**ABOUT THIS EXERCISE**
From the listing below, return each line that includes "Viale".

--- --- ---

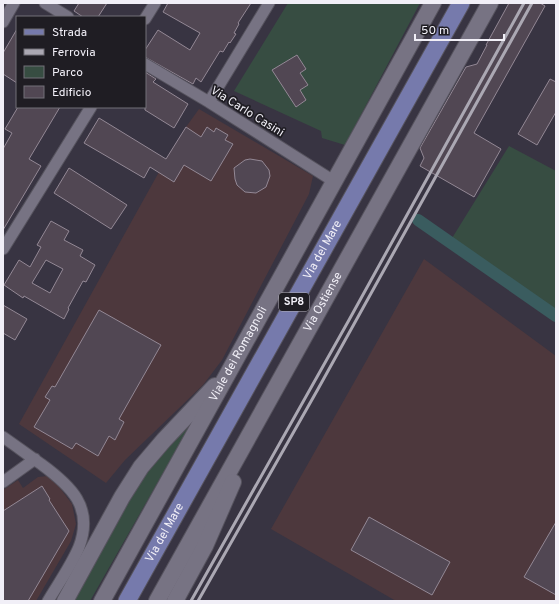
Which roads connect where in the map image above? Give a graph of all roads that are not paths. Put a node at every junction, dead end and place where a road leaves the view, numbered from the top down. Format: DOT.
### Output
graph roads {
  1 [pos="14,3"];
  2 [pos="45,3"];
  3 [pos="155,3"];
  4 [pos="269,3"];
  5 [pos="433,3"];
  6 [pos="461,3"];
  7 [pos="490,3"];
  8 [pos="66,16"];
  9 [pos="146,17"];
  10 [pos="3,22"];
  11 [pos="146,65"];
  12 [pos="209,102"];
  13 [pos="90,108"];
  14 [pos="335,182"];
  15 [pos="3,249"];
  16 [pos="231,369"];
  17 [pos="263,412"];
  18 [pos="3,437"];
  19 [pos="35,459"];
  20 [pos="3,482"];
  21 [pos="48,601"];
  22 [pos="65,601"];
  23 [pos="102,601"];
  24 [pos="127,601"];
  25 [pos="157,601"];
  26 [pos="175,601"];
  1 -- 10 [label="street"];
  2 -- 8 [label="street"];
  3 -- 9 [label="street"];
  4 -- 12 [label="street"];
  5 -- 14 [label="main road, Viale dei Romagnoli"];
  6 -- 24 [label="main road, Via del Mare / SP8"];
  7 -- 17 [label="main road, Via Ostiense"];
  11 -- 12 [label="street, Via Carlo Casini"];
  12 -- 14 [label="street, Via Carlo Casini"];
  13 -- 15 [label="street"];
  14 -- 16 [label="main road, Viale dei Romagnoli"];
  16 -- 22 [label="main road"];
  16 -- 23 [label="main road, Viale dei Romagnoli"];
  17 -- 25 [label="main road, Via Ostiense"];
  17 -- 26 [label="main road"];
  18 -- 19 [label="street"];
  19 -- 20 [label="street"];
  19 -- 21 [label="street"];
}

--- --- ---

**ANSWER AREA**
  5 -- 14 [label="main road, Viale dei Romagnoli"];
  14 -- 16 [label="main road, Viale dei Romagnoli"];
  16 -- 23 [label="main road, Viale dei Romagnoli"];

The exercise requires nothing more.